With the help of the two researchers, we try to understand what they do in their research projects.
The project by Alessandra Folci
“The SUMO-PCDH10 project aims to study the role of a particular protein modification called SUMOilation on the functioning of the Pcdh10 protein in neurons. Pcdh10 is a protein that plays a key role in the central nervous system, whose mutations have been associated with the development of autism.
During my experience as a senior postdoc in the laboratory of Dr. Martin (IPMC, CNRS, France) I had the opportunity to study the role of SUMOilation on the functionality of neurons. In fact, in neurons, SUMOilation regulates many cellular processes including synapse maturation and synaptic plasticity (a fundamental mechanism underlying phenomena such as learning and memory). So I developed a personal interest in the role of SUMOilation in the development of diseases of the nervous system including autism and intellectual disability.
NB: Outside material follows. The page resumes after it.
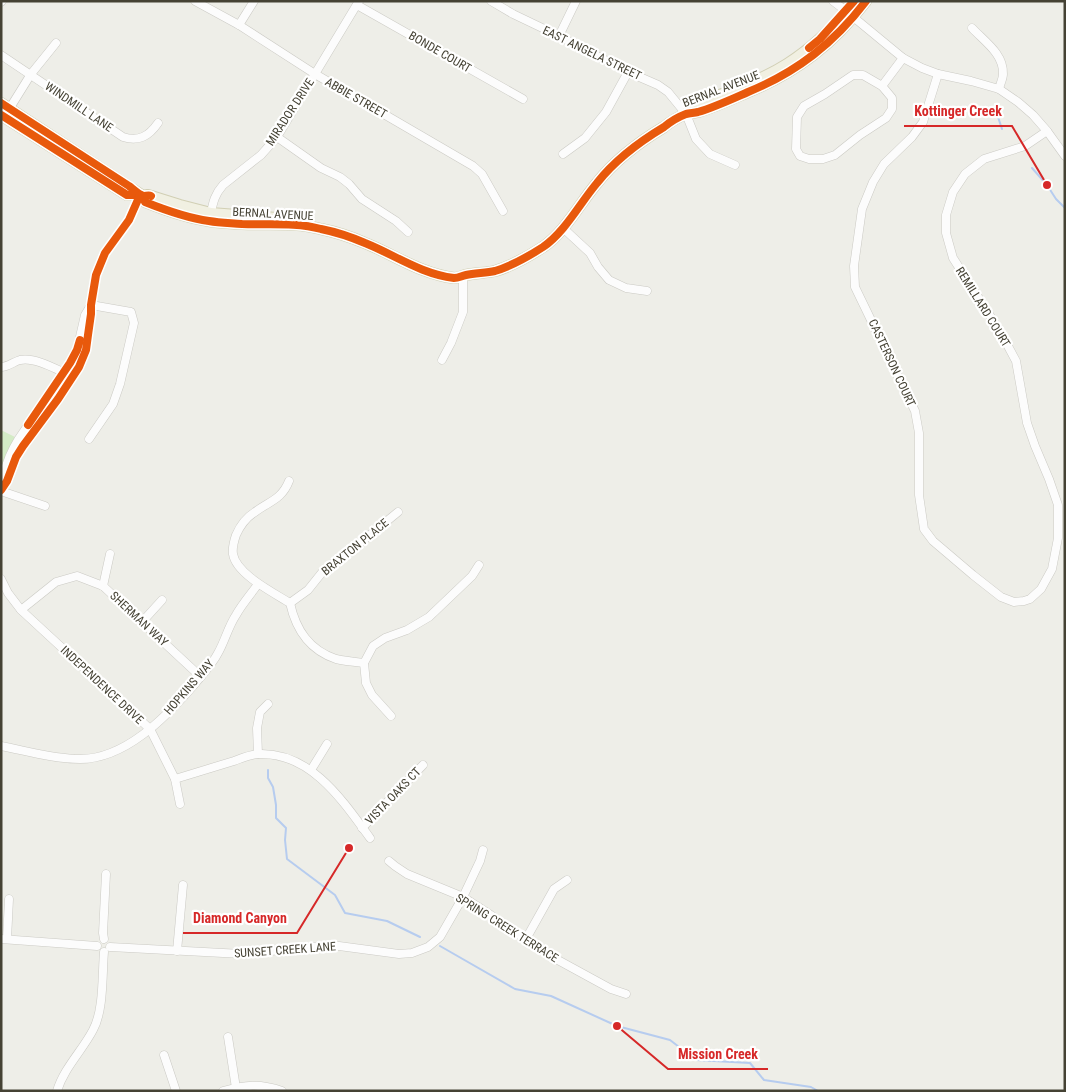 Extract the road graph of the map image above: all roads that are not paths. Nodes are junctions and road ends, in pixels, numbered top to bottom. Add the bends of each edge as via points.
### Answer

Thanks to this call, I will have the opportunity to carry out my research project in a team led by Professor Michela Matteoli; in particular, I will study the physiological and pathological consequences of Pcdh10 SUMOilation on the formation of synapses through sophisticated biochemical methods and advanced microscopy techniques.
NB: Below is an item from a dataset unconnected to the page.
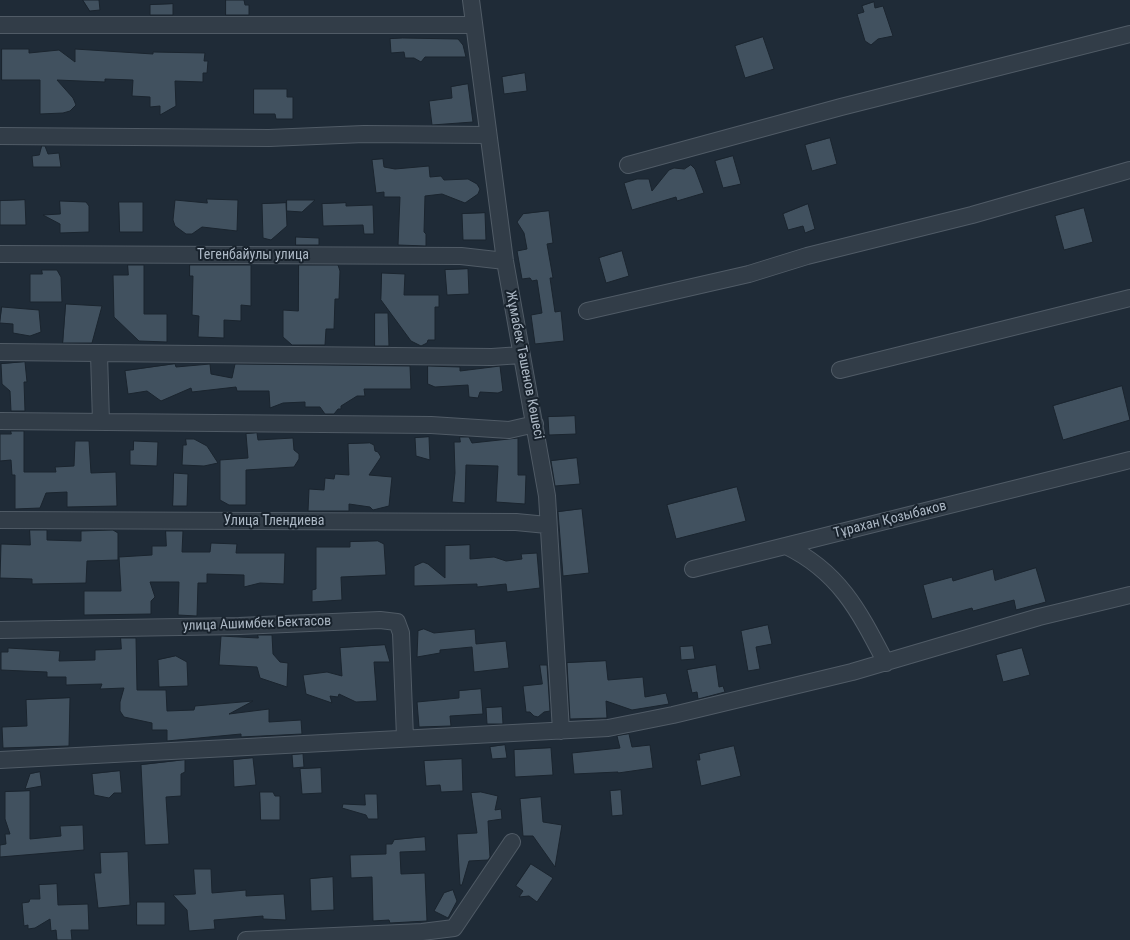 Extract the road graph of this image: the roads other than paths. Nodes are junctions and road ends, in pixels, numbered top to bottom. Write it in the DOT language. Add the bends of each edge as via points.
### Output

In the last few years we have studied the role of SUMOilation on neuronal communication and we have discovered how an altered SUMOilation of key proteins of the central nervous system can lead to the development of serious diseases such as Parkinson’s, Alzheimer’s and autism. Therefore, the SUMO-PCDH10 project, by studying the effect that SUMOilation has on the activity of Pcdh10 and its possible involvement in the pathogenesis of autism, will provide possible new therapeutic targets for patients with mutations on Pcdh10,” explained Dr. Folci.
The project by Giampaolo Trivellin
“X-related acrogigantism (X-LAG) is a pituitary gigantism syndrome characterized by excessive body growth, a condition that occurs very early (<2 years) and that I have recently helped to identify and characterize. The pituitary gland is called the “master gland” because it regulates the functioning of all the other endocrine glands in the body by producing chemical messengers called hormones. The X-LAG disease is caused from the development of pituitary tumors that lead to an excessive secretion of growth hormone, and is associated with a genetic defect: the duplication of the GPR101 gene.
Although this new knowledge has led to an early diagnosis and a faster start of the therapies currently available, we still know little about the physiological role of the GPR101 gene and how it regulates human growth. To this end, it remains, for example, to be clarified how the expression of GPR101 is controlled in the pituitary gland and the main objective of my research project is to identify the molecular mechanisms that cause the marked expression of the GPR101 gene in pituitary tumours of children with X-related acrogigantism.
Also thanks to new techniques, I expect to generate the data to significantly broaden our understanding of the molecular pathogenesis of X-related acrogigantism. Establishing how the expression of the GPR101 gene is controlled is fundamental in order to be able to develop therapeutic agents that control the amount of GPR101 protein produced in pituitary tumors in patients with X-LAG. Further aspects of my research project could represent an important step forward to better understand the development, function, and oncogenetic processes typical of pituitary cells. Understanding all these aspects will therefore benefit not only patients with X-LAG but also other patients with growth disorders and/or other pituitary diseases,” concluded Dr. Trivellin.